Per i lavoratori pubblici, la tutela contro i licenziamenti illegittimi non discende più dall’articolo 18, ma da una norma speciale. Così però si allarga la distanza con il lavoro privato. E si contraddice la stretta contro i “furbetti del cartellino”.
Gli effetti della riforma Madia
La previsione della reintegrazione nel posto di lavoro in caso di licenziamento nullo o annullabile per i dipendenti pubblici torna ad allargare di molto la distanza tra lavoro pubblico e privato.
Pochi hanno sottolineato uno degli aspetti più significativi della riforma Madia (decreto legislativo 75/2015): la soluzione al problema dell’applicabilità o meno dell’articolo 18 dello Statuto dei lavoratori al lavoro pubblico, mediante l’introduzione di una norma specifica nel testo unico del pubblico impiego (Dlgs 165/2001).
Sull’estensione o meno al lavoro pubblico degli effetti delle riforme al regime della tutela contro i licenziamenti determinate, prima, dalla legge Fornero e poi dal Jobs act, la giurisprudenza della Cassazione si è divisa, giungendo a conclusioni opposte.
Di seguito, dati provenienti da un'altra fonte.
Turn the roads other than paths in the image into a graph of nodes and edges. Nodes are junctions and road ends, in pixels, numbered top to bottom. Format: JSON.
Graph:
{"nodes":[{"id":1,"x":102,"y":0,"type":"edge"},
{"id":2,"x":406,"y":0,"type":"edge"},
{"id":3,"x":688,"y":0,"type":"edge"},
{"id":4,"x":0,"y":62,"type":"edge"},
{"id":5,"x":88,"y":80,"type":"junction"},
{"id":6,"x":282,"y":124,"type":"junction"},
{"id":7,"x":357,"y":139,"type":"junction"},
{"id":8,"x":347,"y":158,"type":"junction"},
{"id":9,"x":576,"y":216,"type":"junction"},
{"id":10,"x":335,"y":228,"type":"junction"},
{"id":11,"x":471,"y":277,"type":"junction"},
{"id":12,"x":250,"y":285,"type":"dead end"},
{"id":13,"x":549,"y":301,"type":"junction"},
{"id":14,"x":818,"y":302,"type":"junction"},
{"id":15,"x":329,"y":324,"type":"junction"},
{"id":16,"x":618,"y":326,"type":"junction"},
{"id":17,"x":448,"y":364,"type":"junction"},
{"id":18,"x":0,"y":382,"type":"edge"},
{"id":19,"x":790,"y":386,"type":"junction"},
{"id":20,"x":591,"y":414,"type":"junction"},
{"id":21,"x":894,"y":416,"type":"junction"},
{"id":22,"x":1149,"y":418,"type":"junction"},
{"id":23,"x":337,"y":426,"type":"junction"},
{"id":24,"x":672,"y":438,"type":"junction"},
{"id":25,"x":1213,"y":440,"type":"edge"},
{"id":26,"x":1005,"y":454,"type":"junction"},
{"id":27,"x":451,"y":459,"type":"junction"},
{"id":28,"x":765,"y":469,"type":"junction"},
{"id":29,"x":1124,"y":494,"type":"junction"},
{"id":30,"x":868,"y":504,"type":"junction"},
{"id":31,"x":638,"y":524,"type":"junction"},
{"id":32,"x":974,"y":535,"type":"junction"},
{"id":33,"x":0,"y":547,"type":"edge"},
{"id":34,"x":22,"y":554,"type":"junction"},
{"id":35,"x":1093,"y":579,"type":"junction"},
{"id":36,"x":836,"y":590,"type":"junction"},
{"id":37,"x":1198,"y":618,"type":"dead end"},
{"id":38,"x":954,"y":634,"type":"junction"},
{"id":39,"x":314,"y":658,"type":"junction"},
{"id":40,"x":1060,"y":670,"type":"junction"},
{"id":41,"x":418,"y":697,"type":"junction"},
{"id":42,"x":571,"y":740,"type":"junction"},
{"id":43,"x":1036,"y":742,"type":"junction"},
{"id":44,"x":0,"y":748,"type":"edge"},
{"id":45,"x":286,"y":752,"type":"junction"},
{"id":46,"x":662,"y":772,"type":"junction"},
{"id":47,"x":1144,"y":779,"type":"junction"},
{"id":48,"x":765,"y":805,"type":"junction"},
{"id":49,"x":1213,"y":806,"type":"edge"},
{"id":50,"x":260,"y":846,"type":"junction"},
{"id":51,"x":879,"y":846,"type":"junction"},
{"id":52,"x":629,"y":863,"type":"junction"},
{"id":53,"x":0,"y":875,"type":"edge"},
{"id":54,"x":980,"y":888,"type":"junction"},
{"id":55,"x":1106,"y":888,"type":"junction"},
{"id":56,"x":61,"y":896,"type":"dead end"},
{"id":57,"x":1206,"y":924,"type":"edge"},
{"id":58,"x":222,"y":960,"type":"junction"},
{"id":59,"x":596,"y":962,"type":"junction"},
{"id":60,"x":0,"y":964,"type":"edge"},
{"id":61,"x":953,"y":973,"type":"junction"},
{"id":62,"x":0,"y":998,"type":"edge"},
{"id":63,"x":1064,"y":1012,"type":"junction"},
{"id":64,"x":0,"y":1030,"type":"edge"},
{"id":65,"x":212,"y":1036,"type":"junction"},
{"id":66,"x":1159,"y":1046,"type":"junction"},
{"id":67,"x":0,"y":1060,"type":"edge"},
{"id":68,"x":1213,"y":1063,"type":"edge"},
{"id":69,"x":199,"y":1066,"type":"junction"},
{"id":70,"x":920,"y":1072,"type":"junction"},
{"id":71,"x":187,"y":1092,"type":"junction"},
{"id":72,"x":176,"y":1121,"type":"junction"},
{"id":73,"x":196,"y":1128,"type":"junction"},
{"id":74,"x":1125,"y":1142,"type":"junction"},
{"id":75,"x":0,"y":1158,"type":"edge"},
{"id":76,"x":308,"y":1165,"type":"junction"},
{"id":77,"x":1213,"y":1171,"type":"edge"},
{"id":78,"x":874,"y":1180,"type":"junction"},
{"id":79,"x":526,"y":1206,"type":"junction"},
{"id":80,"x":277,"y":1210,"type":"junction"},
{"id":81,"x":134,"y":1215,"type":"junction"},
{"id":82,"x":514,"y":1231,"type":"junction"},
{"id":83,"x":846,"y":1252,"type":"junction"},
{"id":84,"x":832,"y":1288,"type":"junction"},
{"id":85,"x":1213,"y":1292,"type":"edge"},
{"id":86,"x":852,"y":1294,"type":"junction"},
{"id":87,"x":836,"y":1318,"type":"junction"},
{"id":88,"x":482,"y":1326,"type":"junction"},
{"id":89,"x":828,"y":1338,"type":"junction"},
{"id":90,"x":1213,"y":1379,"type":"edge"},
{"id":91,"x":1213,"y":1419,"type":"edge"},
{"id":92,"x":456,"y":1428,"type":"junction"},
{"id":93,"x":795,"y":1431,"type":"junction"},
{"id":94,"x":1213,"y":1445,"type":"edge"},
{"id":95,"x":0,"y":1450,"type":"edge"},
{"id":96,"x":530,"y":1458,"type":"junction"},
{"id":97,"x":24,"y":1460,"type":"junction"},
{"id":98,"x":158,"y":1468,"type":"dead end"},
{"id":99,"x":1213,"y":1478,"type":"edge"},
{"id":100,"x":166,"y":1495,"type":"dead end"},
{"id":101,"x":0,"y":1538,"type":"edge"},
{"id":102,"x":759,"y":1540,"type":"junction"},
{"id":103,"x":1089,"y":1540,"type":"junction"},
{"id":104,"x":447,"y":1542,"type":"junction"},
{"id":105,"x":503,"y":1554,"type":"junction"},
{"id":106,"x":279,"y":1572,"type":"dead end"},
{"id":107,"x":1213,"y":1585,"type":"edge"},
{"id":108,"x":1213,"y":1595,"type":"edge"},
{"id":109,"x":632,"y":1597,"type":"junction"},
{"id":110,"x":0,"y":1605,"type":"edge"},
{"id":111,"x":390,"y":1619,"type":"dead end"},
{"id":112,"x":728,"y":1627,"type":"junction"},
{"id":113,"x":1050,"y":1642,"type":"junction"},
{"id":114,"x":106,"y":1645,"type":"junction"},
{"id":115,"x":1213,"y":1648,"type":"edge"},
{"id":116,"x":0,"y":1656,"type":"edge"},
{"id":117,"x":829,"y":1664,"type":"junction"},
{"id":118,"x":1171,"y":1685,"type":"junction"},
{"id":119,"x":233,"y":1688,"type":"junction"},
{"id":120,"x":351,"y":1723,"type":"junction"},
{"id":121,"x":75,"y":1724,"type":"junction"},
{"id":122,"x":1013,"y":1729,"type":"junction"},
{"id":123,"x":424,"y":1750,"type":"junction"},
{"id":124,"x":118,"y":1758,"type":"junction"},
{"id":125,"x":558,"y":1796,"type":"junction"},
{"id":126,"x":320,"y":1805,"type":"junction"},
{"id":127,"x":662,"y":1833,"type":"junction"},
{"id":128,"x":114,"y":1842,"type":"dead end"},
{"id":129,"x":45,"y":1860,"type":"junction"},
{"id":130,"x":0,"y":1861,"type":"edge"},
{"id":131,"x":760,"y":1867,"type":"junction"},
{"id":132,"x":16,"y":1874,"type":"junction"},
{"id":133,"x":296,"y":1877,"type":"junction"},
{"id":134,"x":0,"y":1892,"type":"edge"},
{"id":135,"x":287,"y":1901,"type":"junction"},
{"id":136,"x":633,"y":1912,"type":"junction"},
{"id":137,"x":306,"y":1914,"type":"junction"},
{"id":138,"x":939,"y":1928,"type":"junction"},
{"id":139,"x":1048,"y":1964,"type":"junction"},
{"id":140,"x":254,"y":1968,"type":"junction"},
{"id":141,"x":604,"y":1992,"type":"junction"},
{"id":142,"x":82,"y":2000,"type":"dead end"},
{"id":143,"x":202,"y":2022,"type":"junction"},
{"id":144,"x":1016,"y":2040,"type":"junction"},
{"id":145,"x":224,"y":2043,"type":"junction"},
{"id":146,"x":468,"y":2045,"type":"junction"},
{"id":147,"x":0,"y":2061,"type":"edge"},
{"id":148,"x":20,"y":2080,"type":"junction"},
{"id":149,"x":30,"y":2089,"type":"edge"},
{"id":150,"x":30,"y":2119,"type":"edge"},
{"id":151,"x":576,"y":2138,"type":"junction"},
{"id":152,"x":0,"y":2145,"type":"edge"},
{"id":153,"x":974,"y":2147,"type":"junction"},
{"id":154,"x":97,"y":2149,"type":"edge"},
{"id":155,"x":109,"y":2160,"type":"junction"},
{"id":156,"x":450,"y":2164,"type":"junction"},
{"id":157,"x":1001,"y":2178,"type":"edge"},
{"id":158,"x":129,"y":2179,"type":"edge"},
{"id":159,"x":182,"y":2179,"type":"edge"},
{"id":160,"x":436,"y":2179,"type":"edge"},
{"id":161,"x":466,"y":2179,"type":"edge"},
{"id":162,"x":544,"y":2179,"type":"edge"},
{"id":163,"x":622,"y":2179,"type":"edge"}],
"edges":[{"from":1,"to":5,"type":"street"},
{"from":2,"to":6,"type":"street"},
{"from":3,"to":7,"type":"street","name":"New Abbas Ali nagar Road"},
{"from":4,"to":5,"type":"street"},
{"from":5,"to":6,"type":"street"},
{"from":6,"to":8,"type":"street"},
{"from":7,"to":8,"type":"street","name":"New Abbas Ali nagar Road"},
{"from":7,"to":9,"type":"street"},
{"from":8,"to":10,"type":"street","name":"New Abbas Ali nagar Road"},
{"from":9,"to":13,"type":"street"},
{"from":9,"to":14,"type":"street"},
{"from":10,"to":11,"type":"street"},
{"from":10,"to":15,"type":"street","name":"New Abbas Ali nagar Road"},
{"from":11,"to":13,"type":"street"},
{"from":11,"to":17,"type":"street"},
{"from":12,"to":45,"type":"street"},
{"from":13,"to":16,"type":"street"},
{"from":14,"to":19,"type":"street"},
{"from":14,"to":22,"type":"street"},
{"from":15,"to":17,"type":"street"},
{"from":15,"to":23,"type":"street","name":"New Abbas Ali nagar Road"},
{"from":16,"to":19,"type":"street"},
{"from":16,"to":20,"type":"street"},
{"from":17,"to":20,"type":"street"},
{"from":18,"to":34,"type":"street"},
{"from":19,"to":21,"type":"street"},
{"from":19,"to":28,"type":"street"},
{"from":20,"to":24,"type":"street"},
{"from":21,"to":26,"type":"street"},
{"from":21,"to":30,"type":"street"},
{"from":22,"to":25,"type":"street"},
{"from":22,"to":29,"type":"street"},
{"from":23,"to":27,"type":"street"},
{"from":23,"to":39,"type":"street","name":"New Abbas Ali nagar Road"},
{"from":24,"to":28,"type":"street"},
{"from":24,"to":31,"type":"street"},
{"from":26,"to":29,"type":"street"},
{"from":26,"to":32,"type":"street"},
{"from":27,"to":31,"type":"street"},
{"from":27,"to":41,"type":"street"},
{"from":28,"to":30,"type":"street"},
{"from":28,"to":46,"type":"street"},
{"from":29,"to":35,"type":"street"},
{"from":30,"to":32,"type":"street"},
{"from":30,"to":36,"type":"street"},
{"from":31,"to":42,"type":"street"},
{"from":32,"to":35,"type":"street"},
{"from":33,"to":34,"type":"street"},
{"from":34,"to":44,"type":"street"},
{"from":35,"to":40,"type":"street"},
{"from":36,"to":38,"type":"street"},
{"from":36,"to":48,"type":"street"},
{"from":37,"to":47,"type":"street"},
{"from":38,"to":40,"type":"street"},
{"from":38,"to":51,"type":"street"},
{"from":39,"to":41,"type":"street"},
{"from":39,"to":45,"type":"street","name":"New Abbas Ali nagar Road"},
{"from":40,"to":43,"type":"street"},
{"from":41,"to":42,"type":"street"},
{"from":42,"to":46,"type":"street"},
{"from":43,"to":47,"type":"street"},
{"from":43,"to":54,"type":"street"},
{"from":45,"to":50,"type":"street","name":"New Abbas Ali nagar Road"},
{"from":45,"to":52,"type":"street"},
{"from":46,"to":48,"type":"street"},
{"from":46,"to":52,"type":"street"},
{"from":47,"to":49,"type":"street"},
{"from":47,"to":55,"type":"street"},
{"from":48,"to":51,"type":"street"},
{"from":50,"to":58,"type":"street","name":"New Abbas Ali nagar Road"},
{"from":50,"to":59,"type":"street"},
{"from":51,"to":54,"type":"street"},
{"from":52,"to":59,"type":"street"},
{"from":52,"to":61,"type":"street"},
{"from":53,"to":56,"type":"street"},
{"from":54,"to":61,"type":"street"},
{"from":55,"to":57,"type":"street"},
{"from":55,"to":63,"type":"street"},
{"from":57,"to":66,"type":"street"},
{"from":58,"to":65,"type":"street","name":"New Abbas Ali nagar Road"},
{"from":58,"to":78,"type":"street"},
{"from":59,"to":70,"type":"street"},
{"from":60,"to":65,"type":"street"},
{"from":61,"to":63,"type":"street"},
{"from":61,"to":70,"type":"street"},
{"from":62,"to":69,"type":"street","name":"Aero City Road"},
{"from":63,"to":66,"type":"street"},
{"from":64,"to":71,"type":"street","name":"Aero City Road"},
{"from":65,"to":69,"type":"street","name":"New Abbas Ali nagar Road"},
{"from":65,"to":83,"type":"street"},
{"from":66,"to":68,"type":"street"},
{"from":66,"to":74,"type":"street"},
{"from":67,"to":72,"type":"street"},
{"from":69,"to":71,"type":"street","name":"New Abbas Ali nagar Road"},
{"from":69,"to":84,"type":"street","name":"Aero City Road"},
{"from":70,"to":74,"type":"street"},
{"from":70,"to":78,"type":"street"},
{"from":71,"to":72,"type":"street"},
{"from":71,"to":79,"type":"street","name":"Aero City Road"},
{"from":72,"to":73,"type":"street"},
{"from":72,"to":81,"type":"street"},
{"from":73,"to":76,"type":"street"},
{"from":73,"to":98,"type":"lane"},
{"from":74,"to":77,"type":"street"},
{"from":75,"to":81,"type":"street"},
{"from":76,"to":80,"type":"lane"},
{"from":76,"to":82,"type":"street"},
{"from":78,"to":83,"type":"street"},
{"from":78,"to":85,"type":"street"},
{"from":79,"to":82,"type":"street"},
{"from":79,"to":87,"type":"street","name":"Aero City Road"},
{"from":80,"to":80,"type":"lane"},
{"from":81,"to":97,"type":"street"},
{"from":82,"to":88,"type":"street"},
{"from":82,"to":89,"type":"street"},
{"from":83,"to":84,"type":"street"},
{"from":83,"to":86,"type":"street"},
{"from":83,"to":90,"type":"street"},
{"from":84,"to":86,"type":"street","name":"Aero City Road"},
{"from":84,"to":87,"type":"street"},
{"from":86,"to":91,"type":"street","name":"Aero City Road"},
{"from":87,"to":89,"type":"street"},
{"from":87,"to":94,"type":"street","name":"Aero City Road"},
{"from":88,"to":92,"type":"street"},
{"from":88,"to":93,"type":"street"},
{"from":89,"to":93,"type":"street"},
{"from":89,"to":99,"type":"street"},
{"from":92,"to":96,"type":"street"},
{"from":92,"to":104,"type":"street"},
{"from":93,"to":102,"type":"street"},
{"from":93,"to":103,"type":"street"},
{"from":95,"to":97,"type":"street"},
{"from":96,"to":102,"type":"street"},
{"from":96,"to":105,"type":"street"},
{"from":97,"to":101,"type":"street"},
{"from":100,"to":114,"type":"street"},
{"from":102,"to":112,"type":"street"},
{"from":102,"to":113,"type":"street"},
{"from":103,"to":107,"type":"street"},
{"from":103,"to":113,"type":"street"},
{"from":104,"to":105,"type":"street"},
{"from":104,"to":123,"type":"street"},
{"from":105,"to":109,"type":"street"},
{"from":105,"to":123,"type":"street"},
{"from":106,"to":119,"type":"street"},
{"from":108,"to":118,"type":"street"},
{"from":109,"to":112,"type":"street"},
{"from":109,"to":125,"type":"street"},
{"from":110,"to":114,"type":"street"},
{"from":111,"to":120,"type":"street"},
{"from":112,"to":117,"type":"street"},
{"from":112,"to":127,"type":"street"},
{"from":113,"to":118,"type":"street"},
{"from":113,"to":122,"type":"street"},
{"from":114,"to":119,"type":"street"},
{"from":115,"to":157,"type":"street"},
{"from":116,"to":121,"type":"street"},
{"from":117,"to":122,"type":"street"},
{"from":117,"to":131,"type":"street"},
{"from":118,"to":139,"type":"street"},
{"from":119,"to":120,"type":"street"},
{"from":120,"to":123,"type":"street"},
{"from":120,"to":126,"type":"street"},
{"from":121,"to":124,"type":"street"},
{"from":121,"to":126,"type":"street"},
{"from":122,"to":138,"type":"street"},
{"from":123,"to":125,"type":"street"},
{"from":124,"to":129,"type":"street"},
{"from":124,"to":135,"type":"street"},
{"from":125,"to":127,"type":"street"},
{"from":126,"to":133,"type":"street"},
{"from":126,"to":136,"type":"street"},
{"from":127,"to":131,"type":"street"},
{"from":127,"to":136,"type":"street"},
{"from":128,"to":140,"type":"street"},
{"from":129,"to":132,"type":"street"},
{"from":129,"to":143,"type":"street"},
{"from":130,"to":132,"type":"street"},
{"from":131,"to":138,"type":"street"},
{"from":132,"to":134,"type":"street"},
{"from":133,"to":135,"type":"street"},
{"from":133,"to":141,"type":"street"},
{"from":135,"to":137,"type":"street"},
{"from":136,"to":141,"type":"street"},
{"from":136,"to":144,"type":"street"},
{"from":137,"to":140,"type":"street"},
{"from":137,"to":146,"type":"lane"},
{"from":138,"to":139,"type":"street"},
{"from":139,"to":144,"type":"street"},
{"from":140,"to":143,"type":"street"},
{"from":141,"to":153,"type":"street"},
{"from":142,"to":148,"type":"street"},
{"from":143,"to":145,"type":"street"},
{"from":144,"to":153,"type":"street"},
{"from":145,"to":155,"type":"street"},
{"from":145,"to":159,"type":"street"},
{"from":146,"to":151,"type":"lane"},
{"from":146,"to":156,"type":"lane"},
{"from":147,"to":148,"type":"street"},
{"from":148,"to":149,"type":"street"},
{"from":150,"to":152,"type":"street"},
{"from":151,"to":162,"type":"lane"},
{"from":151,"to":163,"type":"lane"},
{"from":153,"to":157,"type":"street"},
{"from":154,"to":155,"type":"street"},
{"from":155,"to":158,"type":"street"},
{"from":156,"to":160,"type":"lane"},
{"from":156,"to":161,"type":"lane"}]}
Con la riforma Madia il legislatore ha risolto tutti i dubbi, prevedendo una norma applicabile esclusivamente ai dipendenti pubblici, secondo la quale “Il giudice, con la sentenza con la quale annulla o dichiara nullo il licenziamento, condanna l’amministrazione alla reintegrazione del lavoratore nel posto di lavoro e al pagamento di un’indennità risarcitoria commisurata all’ultima retribuzione di riferimento per il calcolo del trattamento di fine rapporto corrispondente al periodo dal giorno del licenziamento fino a quello dell’effettiva reintegrazione, e comunque in misura non superiore alle ventiquattro mensilità, dedotto quanto il lavoratore abbia percepito per lo svolgimento di altre attività lavorative. Il datore di lavoro è condannato, altresì, per il medesimo periodo, al versamento dei contributi previdenziali e assistenziali”.
La tutela contro i licenziamenti illegittimi disposti dal datore pubblico, quindi, non risiede più nell’articolo 18 dello Statuto dei lavoratori, di fatto disapplicato per il pubblico impiego, ma deriva da una norma speciale: l’articolo 63, comma 2, del Dlgs 165/2001, appunto.
Prescrizioni contraddittorie
La scelta normativa accentua la distanza effettivamente esistente tra il lavoro privato e il lavoro pubblico che è “privatizzato” sì, ma con tantissime regole speciali e particolari, esclusivamente dedicate ai dipendenti pubblici, come appunto le tutele nel caso del licenziamento. Tra le questioni che si aprono, al di là della soluzione normativa al problema interpretativo e giurisprudenziale della sorte dell’articolo 18 per il lavoro pubblico, il più evidente è sicuramente quello della piena compatibilità del doppio binario di tutele, alla luce dei principi di eguaglianza sanciti dalla Costituzione. Non sarà comunque facile sollevare in giudizio la questione di costituzionalità che ne deriva.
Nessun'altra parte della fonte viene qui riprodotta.